This compelling, queer-edged melodrama starring Harry Styles and Emma Corrin charts the fall-out of impossible passions.
There’s a modern phenomenon whereby certain a la mode young celebrities have accrued a fanbase of itinerant bobbysoxers who, with their collective power, possess the ability to amplify an opinion that affirms their creed. In short, if you play to the fandom, a wealth of clicks (or, on most occasions, likes and RTs) will be your reward.
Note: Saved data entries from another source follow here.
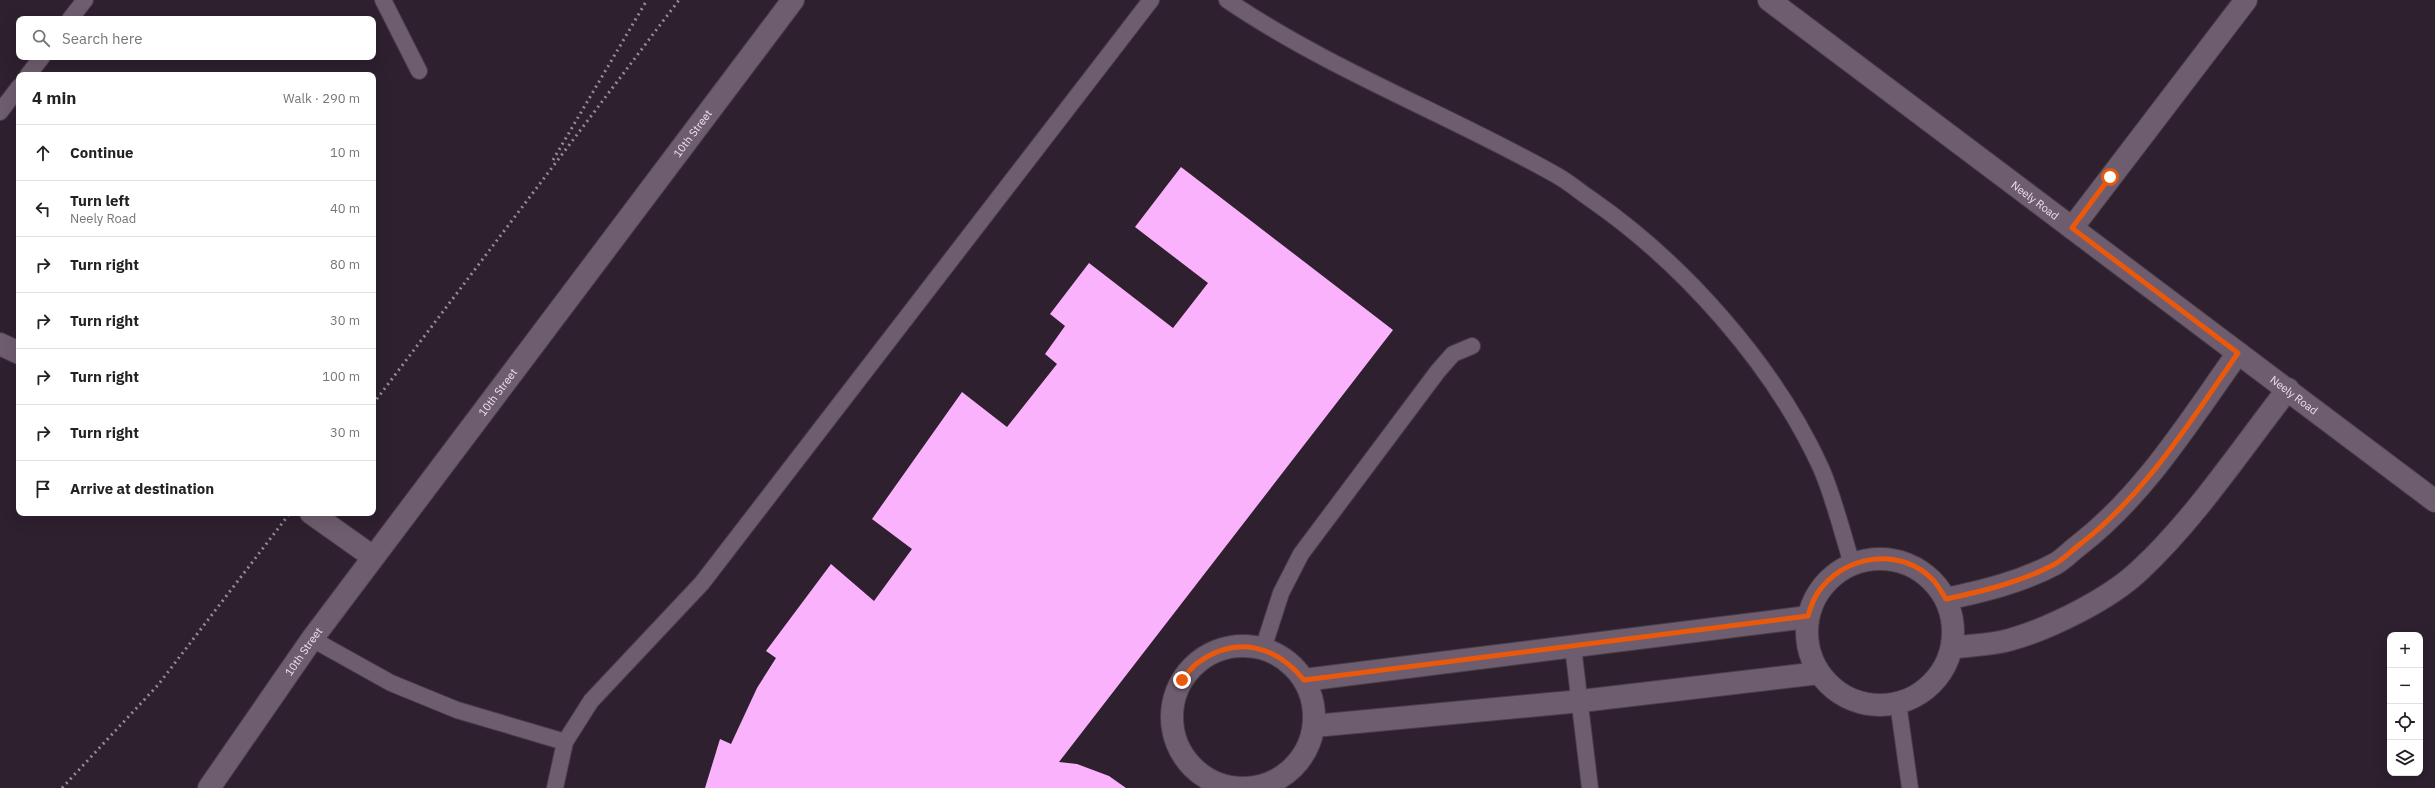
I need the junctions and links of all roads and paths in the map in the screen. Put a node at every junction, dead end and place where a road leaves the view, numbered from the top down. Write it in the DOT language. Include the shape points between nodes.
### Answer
graph roads {
  1 [pos="85,0"];
  2 [pos="383,0"];
  3 [pos="793,0"];
  4 [pos="1151,0"];
  5 [pos="1227,0"];
  6 [pos="1769,0"];
  7 [pos="2246,0"];
  8 [pos="72,16"];
  9 [pos="40,60"];
  10 [pos="419,71"];
  11 [pos="30,72"];
  12 [pos="16,91"];
  13 [pos="0,112"];
  14 [pos="2072,228"];
  15 [pos="0,344"];
  16 [pos="1472,346"];
  17 [pos="16,352"];
  18 [pos="2238,353"];
  19 [pos="2288,389"];
  20 [pos="2435,501"];
  21 [pos="315,516"];
  22 [pos="373,557"];
  23 [pos="1852,564"];
  24 [pos="1946,599"];
  25 [pos="1808,616"];
  26 [pos="312,638"];
  27 [pos="1573,646"];
  28 [pos="1952,648"];
  29 [pos="1263,649"];
  30 [pos="1819,673"];
  31 [pos="1304,680"];
  32 [pos="1581,701"];
  33 [pos="1898,703"];
  34 [pos="1314,726"];
  35 [pos="565,742"];
  36 [pos="208,788"];
  37 [pos="555,788"];
  38 [pos="1590,788"];
  39 [pos="1910,788"];
  1 -- 8 [label="lane"];
  2 -- 10 [label="lane"];
  3 -- 22 [label="street, 10th Street"];
  4 -- 35 [label="lane" via="702,583 591,701"];
  5 -- 23 [label="lane" via="1360,76 1558,176 1625,223 1689,281 1738,337 1786,404 1821,468"];
  6 -- 14 [label="street, Neely Road"];
  7 -- 14 [label="street"];
  9 -- 11 [label="lane"];
  12 -- 13 [label="lane"];
  14 -- 18 [label="street, Neely Road"];
  15 -- 17 [label="street"];
  16 -- 29 [label="lane" via="1453,354 1438,371 1301,554 1281,593"];
  18 -- 19 [label="street, Neely Road"];
  18 -- 24 [label="street" via="2161,460 2123,506 2090,537 2056,563 2020,580"];
  19 -- 20 [label="street, Neely Road"];
  19 -- 28 [label="street" via="2175,534 2139,572 2059,621 2009,640"];
  21 -- 22 [label="street"];
  22 -- 26 [label="street, 10th Street"];
  23 -- 24 [label="street" via="1873,558 1895,560 1909,565 1934,581"];
  23 -- 25 [label="street" via="1831,576 1816,594"];
  24 -- 28 [label="street" via="1952,615"];
  25 -- 27 [label="street"];
  25 -- 30 [label="street" via="1806,637 1810,656"];
  26 -- 35 [label="lane" via="391,683 450,707"];
  26 -- 36 [label="street, 10th Street"];
  27 -- 31 [label="street"];
  27 -- 32 [label="lane"];
  28 -- 33 [label="street" via="1945,667 1933,683 1917,695"];
  29 -- 31 [label="street" via="1279,656"];
  29 -- 34 [label="street" via="1240,646 1217,651 1198,662 1182,680 1174,701 1172,724 1178,746 1190,766 1208,780 1230,788 1253,788 1275,781 1294,767 1307,749"];
  30 -- 32 [label="street"];
  30 -- 33 [label="street" via="1831,687 1846,697 1880,706"];
  31 -- 34 [label="street" via="1313,705"];
  32 -- 34 [label="street"];
  32 -- 38 [label="lane"];
  33 -- 39 [label="lane"];
  35 -- 37 [label="lane"];
}
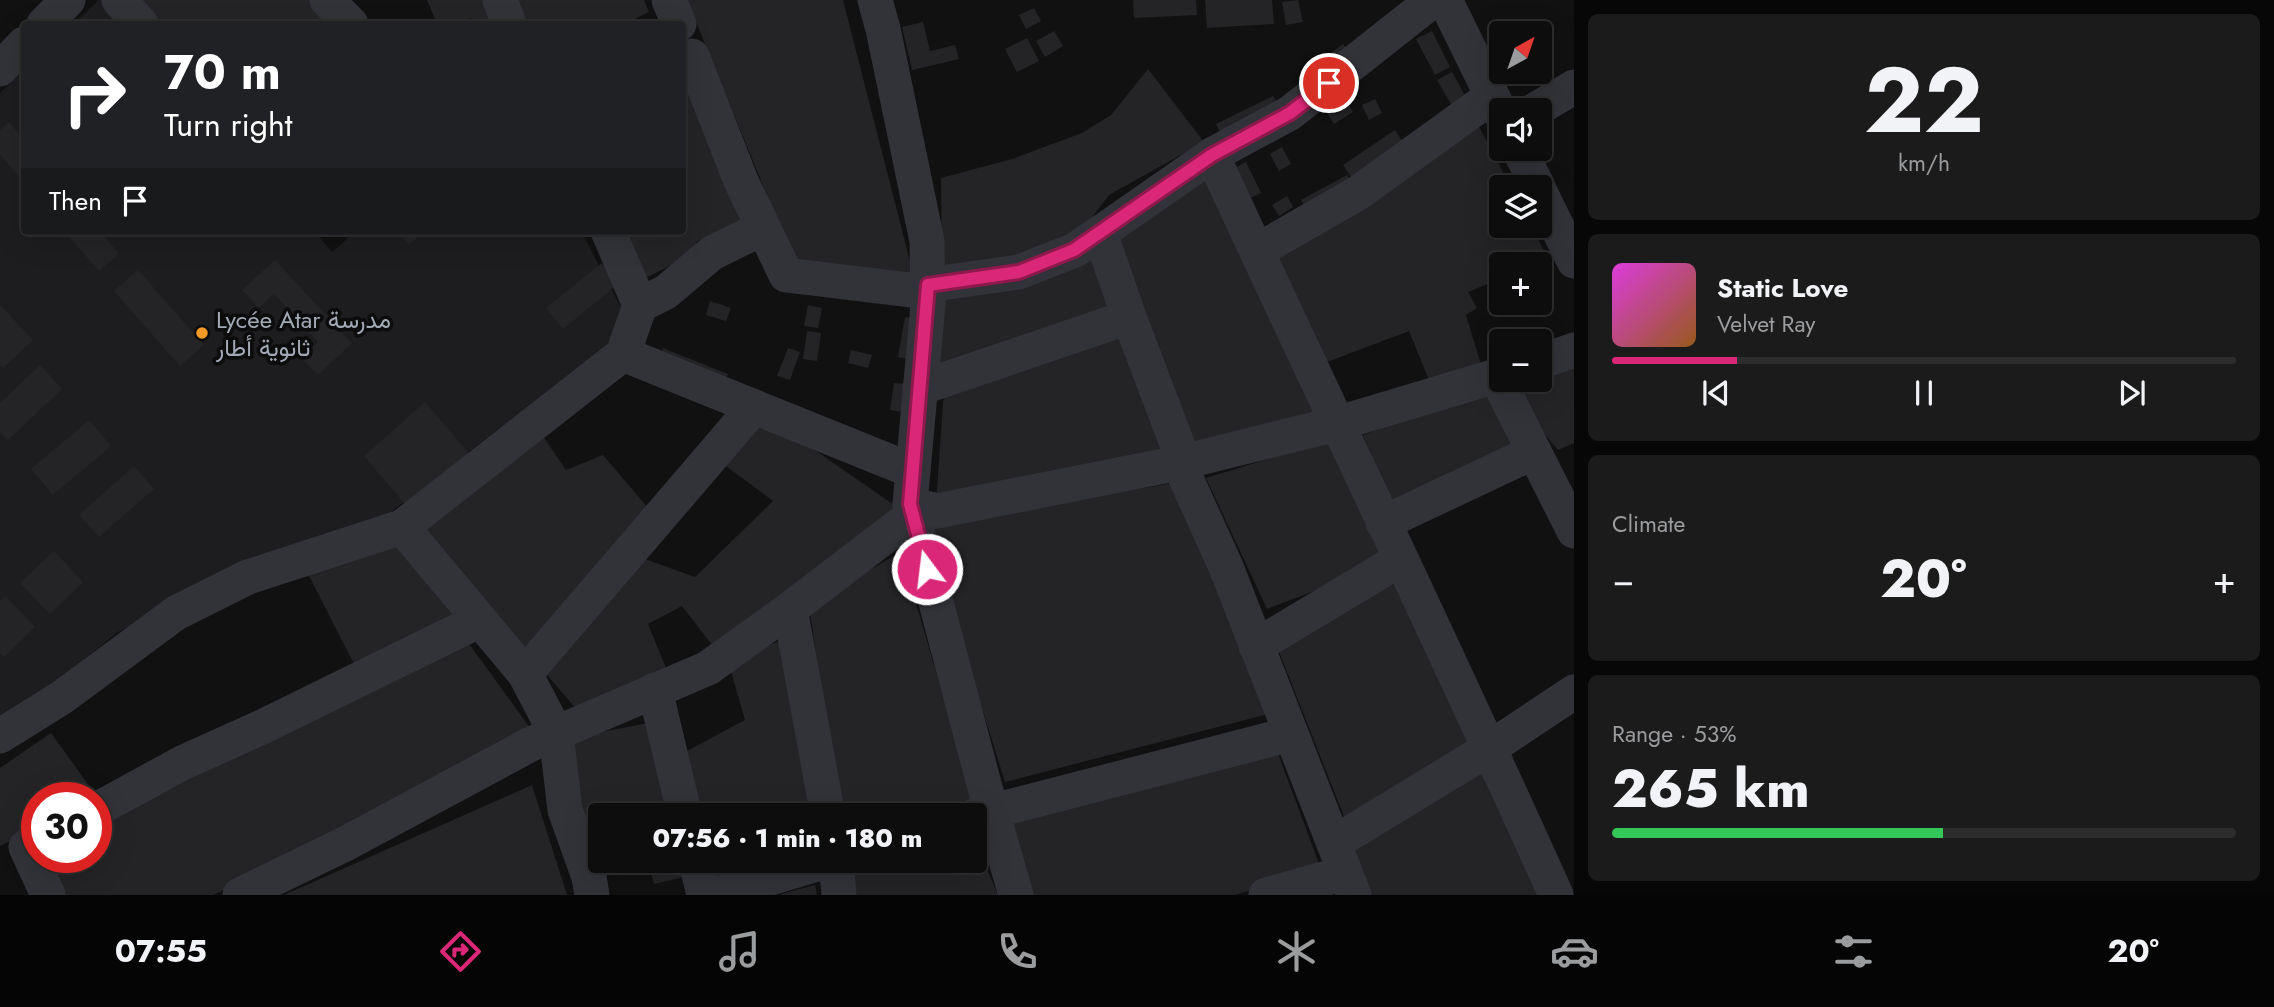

With that in mind, it would seem that flinging idle compliments towards best-dressed pop sensation and burgeoning leading man Harry Styles would be good for business. And, it would be easy to praise him for his take on the psychologically complex role of Tom Burgess, a baby-faced Bobby keeping the beat on the sunny Sussex coastline and whose affable nature leads him into a three-way romantic clinch that he is unable to untangle without causing pain to the two people in life he loves most.
Even though the story is being told from the perspective of his dejected wife, Marion, played by Emma Corrin in the 1950s and Gina McKee in the 1990s, it is Tom who sits at the locus of the drama, holding all the cards as to the fate of his two paramours. The third corner of the triangle is made up by Patrick (David Dawson young, Linus Roache old), a man of letters in crushed velvet duds who spirits the wide-eyed but unworldly Tom and Marion into a world of antiquarian delights, musical theatre and high art.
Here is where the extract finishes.